Getting the Topmost Hierarchical Parent in T-SQL

Wednesday, May 14, 2014

Introduction

It is normal in databases to have hierarchical tables, that is, tables that are related with themselves, forming a parent-child relation. For example, consider this:

The parent_id column points to the parent record, which, in some cases, will not exist.

So, imagine we have a number of records, such as:

        1: INSERT INTO dbo.list (id, parent_id) VALUES (1, NULL)

       2: INSERT INTO dbo.list (id, parent_id) VALUES (2, 1)

       3: INSERT INTO dbo.list (id, parent_id) VALUES (3, 2)

       4: INSERT INTO dbo.list (id, parent_id) VALUES (4, 3)

How can we find the id of the topmost parent? In this case, it will always be 1, of course.
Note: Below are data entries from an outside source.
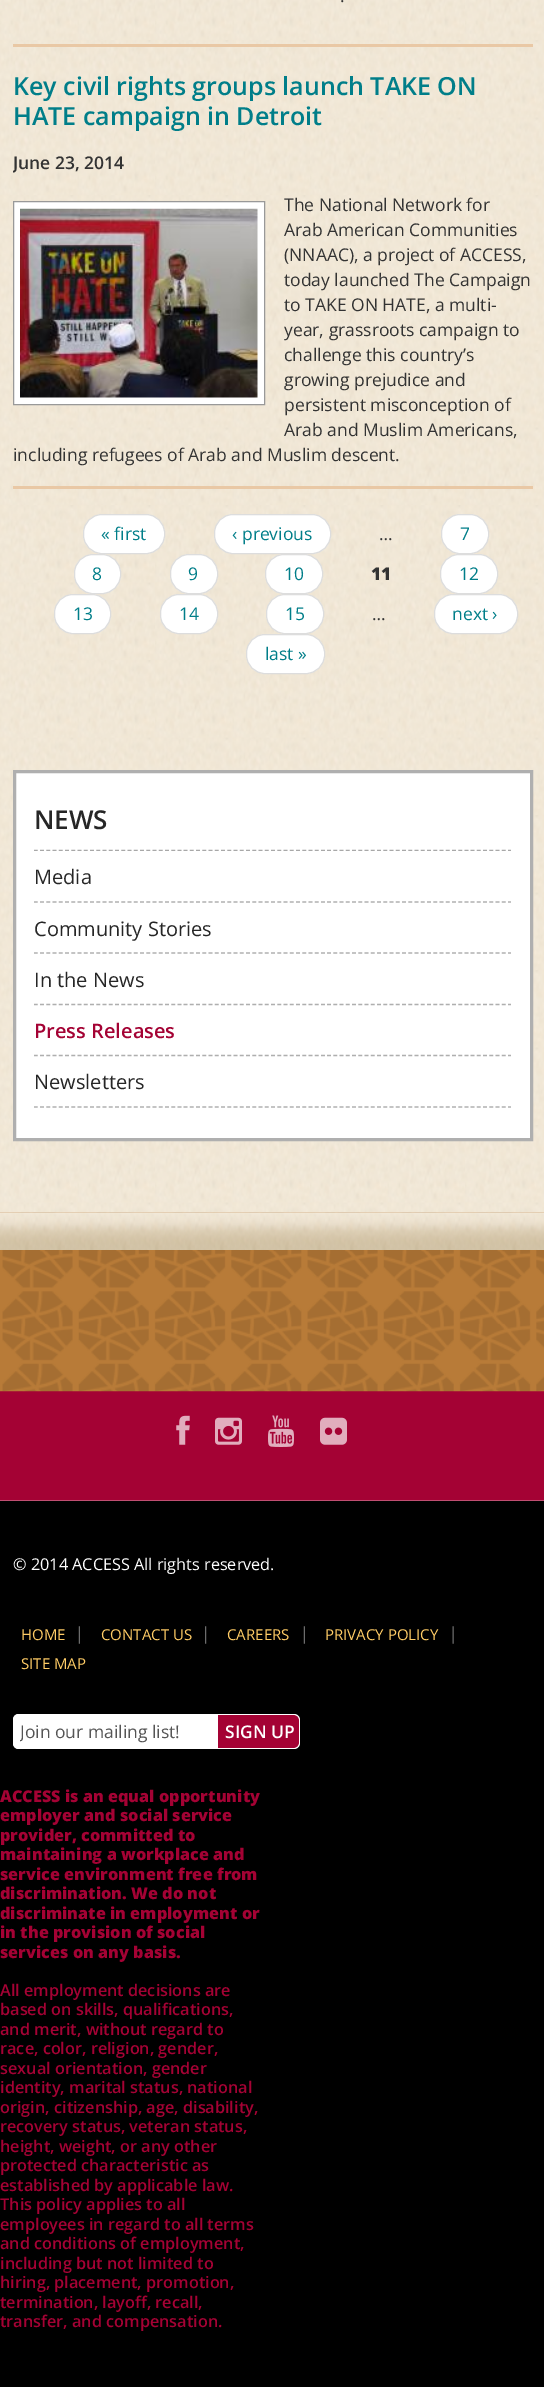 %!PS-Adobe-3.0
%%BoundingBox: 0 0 544 2387
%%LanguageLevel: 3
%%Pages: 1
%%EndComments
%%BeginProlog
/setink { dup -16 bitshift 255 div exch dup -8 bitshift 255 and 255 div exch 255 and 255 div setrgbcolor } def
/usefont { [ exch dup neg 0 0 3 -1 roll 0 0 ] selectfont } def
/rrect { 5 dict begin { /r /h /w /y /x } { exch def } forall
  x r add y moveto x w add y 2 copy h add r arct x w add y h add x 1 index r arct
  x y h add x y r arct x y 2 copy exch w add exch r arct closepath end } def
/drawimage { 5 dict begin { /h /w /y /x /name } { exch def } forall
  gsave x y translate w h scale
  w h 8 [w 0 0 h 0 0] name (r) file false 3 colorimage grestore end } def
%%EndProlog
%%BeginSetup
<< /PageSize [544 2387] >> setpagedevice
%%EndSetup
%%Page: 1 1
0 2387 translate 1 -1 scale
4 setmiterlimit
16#FFFFFF setink
0 0 544 2387 rectfill
(img1.raw) 0 0 544 1213 drawimage
16#E9C8A5 setink
13 44 520 3 rectfill
/OpenSans-Regular 17.5 usefont
16#333333 setink
340 2 moveto (.) show
16#E9C8A5 setink
13 486 520 3 rectfill
/OpenSans-SemiBold 25 usefont
16#007E89 setink
13 95 moveto (Key civil rights groups launch TAKE ON) show
13 125 moveto (HATE campaign in Detroit) show
gsave
13 71 520 415 rectclip
/OpenSans-SemiBold 17.5 usefont
16#333333 setink
13 169 moveto (June 23, 2014) show
grestore
/OpenSans-Regular 17.5 usefont
16#333333 setink
[
    [(The National Network for) 284 211]
    [(Arab American Communities) 284 236]
    [(\(NNAAC\), a project of ACCESS,) 284 261]
    [(today launched The Campaign) 284 286]
    [(to TAKE ON HATE, a multi-) 284 311]
    [(year, grassroots campaign to) 284 336]
    [(challenge this country’s) 284 361]
    [(growing prejudice and) 284 386]
    [(persistent misconception of) 284 411]
    [(Arab and Muslim Americans,) 284 436]
    [(including refugees of Arab and Muslim descent.) 13 461]
] { aload pop moveto show } forall
16#FFFFFF setink
13.5 201.5 moveto 264.5 201.5 lineto 264.5 404.5 lineto 13.5 404.5 lineto closepath gsave fill grestore
16#999999 setink
stroke
(img2.raw) 20 208 238 190 drawimage
16#FFFFFF setink
83.5 514.5 81 39 18.5 rrect gsave fill grestore
16#DDDDDD setink
stroke
16#007E89 setink
101 540 moveto (« first) show
16#FFFFFF setink
214.5 514.5 116 39 18.5 rrect gsave fill grestore
16#DDDDDD setink
stroke
16#007E89 setink
232 540 moveto (‹ previous) show
16#333333 setink
379 540 moveto (…) show
16#FFFFFF setink
441.5 514.5 47 39 18.5 rrect gsave fill grestore
16#DDDDDD setink
stroke
16#007E89 setink
460 540 moveto (7) show
16#FFFFFF setink
74.5 554.5 46 39 18.5 rrect gsave fill grestore
16#DDDDDD setink
stroke
16#007E89 setink
92 580 moveto (8) show
16#FFFFFF setink
170.5 554.5 47 39 18.5 rrect gsave fill grestore
16#DDDDDD setink
stroke
16#007E89 setink
188 580 moveto (9) show
16#FFFFFF setink
265.5 554.5 57 39 18.5 rrect gsave fill grestore
16#DDDDDD setink
stroke
16#007E89 setink
284 580 moveto (10) show
/OpenSans-ExtraBold 17.5 usefont
16#333333 setink
371 580 moveto (11) show
16#FFFFFF setink
440.5 554.5 57 39 18.5 rrect gsave fill grestore
16#DDDDDD setink
stroke
/OpenSans-Regular 17.5 usefont
16#007E89 setink
459 580 moveto (12) show
16#FFFFFF setink
54.5 594.5 56 39 18.5 rrect gsave fill grestore
16#DDDDDD setink
stroke
16#007E89 setink
73 620 moveto (13) show
16#FFFFFF setink
160.5 594.5 57 39 18.5 rrect gsave fill grestore
16#DDDDDD setink
stroke
16#007E89 setink
179 620 moveto (14) show
16#FFFFFF setink
266.5 594.5 57 39 18.5 rrect gsave fill grestore
16#DDDDDD setink
stroke
16#007E89 setink
285 620 moveto (15) show
16#333333 setink
372 620 moveto (…) show
16#FFFFFF setink
434.5 594.5 83 39 18.5 rrect gsave fill grestore
16#DDDDDD setink
stroke
16#007E89 setink
452 620 moveto (next ›) show
16#FFFFFF setink
246.5 634.5 78 39 18.5 rrect gsave fill grestore
16#DDDDDD setink
stroke
16#007E89 setink
265 660 moveto (last ») show
16#FFFFFF setink
14.5 771.5 moveto 531.5 771.5 lineto 531.5 1139.5 lineto 14.5 1139.5 lineto closepath gsave fill grestore
16#AFAFAF setink
3 setlinewidth
stroke
16#A8A8A8 setink
1.2 setlinewidth
[3.75 2.49] 0 setdash
34 850.5 moveto 511 850.5 lineto stroke
/OpenSans-SemiBold 26 usefont
16#262626 setink
34 829 moveto (NEWS) show
16#FFFFFF setink
34 851 477 1 rectfill
16#AFAFAF setink
34 902 moveto 511 902 lineto stroke
/OpenSans-Regular 20 usefont
16#262626 setink
34 884 moveto (Media) show
16#AFAFAF setink
34 953 moveto 511 953 lineto stroke
16#262626 setink
34 936 moveto (Community Stories) show
16#AFAFAF setink
34 1004.5 moveto 511 1004.5 lineto stroke
16#262626 setink
34 987 moveto (In the News) show
16#AFAFAF setink
34 1055.5 moveto 511 1055.5 lineto stroke
/OpenSans-SemiBold 20 usefont
16#A40234 setink
34 1038 moveto (Press Releases) show
16#AFAFAF setink
34 1107 moveto 511 1107 lineto stroke
/OpenSans-Regular 20 usefont
16#262626 setink
34 1089 moveto (Newsletters) show
16#A40234 setink
0 1391 544 109 rectfill
(img3.raw) 0 1212 544 180 drawimage
16#BF4E71 setink
0 1500 544 1 rectfill
(img4.raw) 176 1415 14 30 drawimage
(img5.raw) 215 1417 27 28 drawimage
(img6.raw) 268 1415 26 32 drawimage
(img7.raw) 320 1417 27 28 drawimage
16#000000 setink
0 1501 544 886 rectfill
/OpenSans-Regular 16.25 usefont
16#FFFFFF setink
13 1570 moveto (© 2014 ACCESS All rights reserved.) show
(img8.raw) 78 1626 2 18 drawimage
/OpenSans-Regular 15 usefont
16#FFCC66 setink
21 1640 moveto (HOME) show
(img9.raw) 205 1626 2 18 drawimage
101 1640 moveto (CONTACT US) show
(img8.raw) 303 1626 2 18 drawimage
227 1640 moveto (CAREERS) show
(img10.raw) 452 1626 2 18 drawimage
325 1640 moveto (PRIVACY POLICY) show
21 1669 moveto (SITE MAP) show
16#FFFFFF setink
13 1714 287 35 6 rrect fill
19 1714 moveto 210 1714 lineto 213 1714 215 1716 215 1719 curveto 215 1744 lineto 215 1747 213 1749 210 1749 curveto 19 1749 lineto 15.5 1749 13 1746.5 13 1743 curveto 13 1720 lineto 13 1716.5 15.5 1714 19 1714 curveto closepath fill
gsave
20 1719 188 25 rectclip
/OpenSans-Regular 17.5 usefont
16#555555 setink
20 1738 moveto (Join our mailing list!) show
grestore
16#A40234 setink
218 1715 moveto 293 1715 lineto 296.5 1715 299 1717.5 299 1721 curveto 299 1742 lineto 299 1745.5 296.5 1748 293 1748 curveto 218 1748 lineto closepath fill
/OpenSans-SemiBold 17.5 usefont
16#FFFFFF setink
225 1738 moveto (SIGN UP) show
/OpenSans-ExtraBold 16.25 usefont
16#A40234 setink
[
    [(ACCESS is an equal opportunity) 0 1802]
    [(employer and social service) 0 1821]
    [(provider, committed to) 0 1841]
    [(maintaining a workplace and) 0 1860]
    [(service environment free from) 0 1880]
    [(discrimination. We do not) 0 1899]
    [(discriminate in employment or) 0 1919]
    [(in the provision of social) 0 1938]
    [(services on any basis.) 0 1958]
] { aload pop moveto show } forall
/OpenSans-SemiBold 16.25 usefont
[
    [(All employment decisions are) 0 1996]
    [(based on skills, qualifications,) 0 2015]
    [(and merit, without regard to) 0 2035]
    [(race, color, religion, gender,) 0 2054]
    [(sexual orientation, gender) 0 2074]
    [(identity, marital status, national) 0 2093]
    [(origin, citizenship, age, disability,) 0 2113]
    [(recovery status, veteran status,) 0 2132]
    [(height, weight, or any other) 0 2152]
    [(protected characteristic as) 0 2171]
    [(established by applicable law.) 0 2191]
    [(This policy applies to all) 0 2210]
    [(employees in regard to all terms) 0 2230]
    [(and conditions of employment,) 0 2249]
    [(including but not limited to) 0 2269]
    [(hiring, placement, promotion,) 0 2288]
    [(termination, layoff, recall,) 0 2308]
    [(transfer, and compensation.) 0 2327]
] { aload pop moveto show } forall
showpage
%%EOF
In SQL Server, we have two options:

A Common Table Expression (CTE);
A recursive function.

Let’s see how to implement each.

Common Table Expression Approach

We need to write a CTE that starts with some record and goes all the way up until it finds the parent. Let’s wrap it in a nice scalar function:

       1: CREATE FUNCTION dbo.GetTopmostParentCTE

       2: (

       3:     @id INT

       4: ) 

       5: RETURNS INT

       6: AS

       7:     BEGIN

       8:         DECLARE @parentId INT

       9:  

      10:         ;WITH cte AS 

      11:         (

      12:             SELECT a.id, a.parent_id

      13:             FROM dbo.list AS a 

      14:             WHERE a.id = @id

      15:             UNION ALL

      16:             SELECT b.id, b.parent_id 

      17:             FROM dbo.list AS b

      18:             INNER JOIN cte AS c

      19:             ON c.parent_id = b.id

      20:         )

      21:  

      22:         SELECT TOP 1 @parentId = id

      23:         FROM cte

      24:         WHERE parent_id IS NULL

      25:  

      26:         RETURN @parentid

      27:     END

      28: GO

I won’t explain here how CTEs work, they have been around for quite some time, and there are several posts how there for that.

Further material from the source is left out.